WORK ORDER: Repeat the whole listing below, word for word.

[Opening SOURCE INFORMATION section]

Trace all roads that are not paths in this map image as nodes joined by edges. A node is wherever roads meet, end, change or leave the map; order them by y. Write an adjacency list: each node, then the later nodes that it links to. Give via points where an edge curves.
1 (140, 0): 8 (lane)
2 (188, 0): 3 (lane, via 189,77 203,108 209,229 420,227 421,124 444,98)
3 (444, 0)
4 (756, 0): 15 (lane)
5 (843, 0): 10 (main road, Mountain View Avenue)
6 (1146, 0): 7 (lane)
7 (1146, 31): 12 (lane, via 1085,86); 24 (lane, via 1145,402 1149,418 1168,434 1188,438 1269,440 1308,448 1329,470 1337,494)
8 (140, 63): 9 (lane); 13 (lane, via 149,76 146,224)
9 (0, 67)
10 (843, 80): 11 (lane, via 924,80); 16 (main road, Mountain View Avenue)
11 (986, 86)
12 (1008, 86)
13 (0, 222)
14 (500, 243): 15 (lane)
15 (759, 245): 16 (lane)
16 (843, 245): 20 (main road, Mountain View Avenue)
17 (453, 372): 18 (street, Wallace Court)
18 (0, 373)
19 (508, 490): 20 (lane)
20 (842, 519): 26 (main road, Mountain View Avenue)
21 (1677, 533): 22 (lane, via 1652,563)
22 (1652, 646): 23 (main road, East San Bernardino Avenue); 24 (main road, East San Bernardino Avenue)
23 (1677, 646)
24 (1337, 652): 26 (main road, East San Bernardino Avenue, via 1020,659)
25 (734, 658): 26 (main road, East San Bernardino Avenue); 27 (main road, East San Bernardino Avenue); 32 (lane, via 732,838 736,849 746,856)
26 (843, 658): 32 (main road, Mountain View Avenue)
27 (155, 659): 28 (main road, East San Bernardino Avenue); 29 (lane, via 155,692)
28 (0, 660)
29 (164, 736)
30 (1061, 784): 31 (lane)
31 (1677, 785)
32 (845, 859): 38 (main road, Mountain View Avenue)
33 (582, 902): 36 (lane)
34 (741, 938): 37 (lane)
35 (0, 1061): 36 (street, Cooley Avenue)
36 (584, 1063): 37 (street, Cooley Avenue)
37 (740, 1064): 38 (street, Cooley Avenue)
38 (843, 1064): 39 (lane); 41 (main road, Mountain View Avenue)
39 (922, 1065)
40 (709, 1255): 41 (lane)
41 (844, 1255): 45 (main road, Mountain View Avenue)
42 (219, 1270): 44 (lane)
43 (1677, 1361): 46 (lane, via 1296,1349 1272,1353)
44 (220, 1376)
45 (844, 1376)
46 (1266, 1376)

[Closing SOURCE INFORMATION section]

YOUR RESPONSE:
Trace all roads that are not paths in this map image as nodes joined by edges. A node is wherever roads meet, end, change or leave the map; order them by y. Write an adjacency list: each node, then the later nodes that it links to. Give via points where an edge curves.
1 (140, 0): 8 (lane)
2 (188, 0): 3 (lane, via 189,77 203,108 209,229 420,227 421,124 444,98)
3 (444, 0)
4 (756, 0): 15 (lane)
5 (843, 0): 10 (main road, Mountain View Avenue)
6 (1146, 0): 7 (lane)
7 (1146, 31): 12 (lane, via 1085,86); 24 (lane, via 1145,402 1149,418 1168,434 1188,438 1269,440 1308,448 1329,470 1337,494)
8 (140, 63): 9 (lane); 13 (lane, via 149,76 146,224)
9 (0, 67)
10 (843, 80): 11 (lane, via 924,80); 16 (main road, Mountain View Avenue)
11 (986, 86)
12 (1008, 86)
13 (0, 222)
14 (500, 243): 15 (lane)
15 (759, 245): 16 (lane)
16 (843, 245): 20 (main road, Mountain View Avenue)
17 (453, 372): 18 (street, Wallace Court)
18 (0, 373)
19 (508, 490): 20 (lane)
20 (842, 519): 26 (main road, Mountain View Avenue)
21 (1677, 533): 22 (lane, via 1652,563)
22 (1652, 646): 23 (main road, East San Bernardino Avenue); 24 (main road, East San Bernardino Avenue)
23 (1677, 646)
24 (1337, 652): 26 (main road, East San Bernardino Avenue, via 1020,659)
25 (734, 658): 26 (main road, East San Bernardino Avenue); 27 (main road, East San Bernardino Avenue); 32 (lane, via 732,838 736,849 746,856)
26 (843, 658): 32 (main road, Mountain View Avenue)
27 (155, 659): 28 (main road, East San Bernardino Avenue); 29 (lane, via 155,692)
28 (0, 660)
29 (164, 736)
30 (1061, 784): 31 (lane)
31 (1677, 785)
32 (845, 859): 38 (main road, Mountain View Avenue)
33 (582, 902): 36 (lane)
34 (741, 938): 37 (lane)
35 (0, 1061): 36 (street, Cooley Avenue)
36 (584, 1063): 37 (street, Cooley Avenue)
37 (740, 1064): 38 (street, Cooley Avenue)
38 (843, 1064): 39 (lane); 41 (main road, Mountain View Avenue)
39 (922, 1065)
40 (709, 1255): 41 (lane)
41 (844, 1255): 45 (main road, Mountain View Avenue)
42 (219, 1270): 44 (lane)
43 (1677, 1361): 46 (lane, via 1296,1349 1272,1353)
44 (220, 1376)
45 (844, 1376)
46 (1266, 1376)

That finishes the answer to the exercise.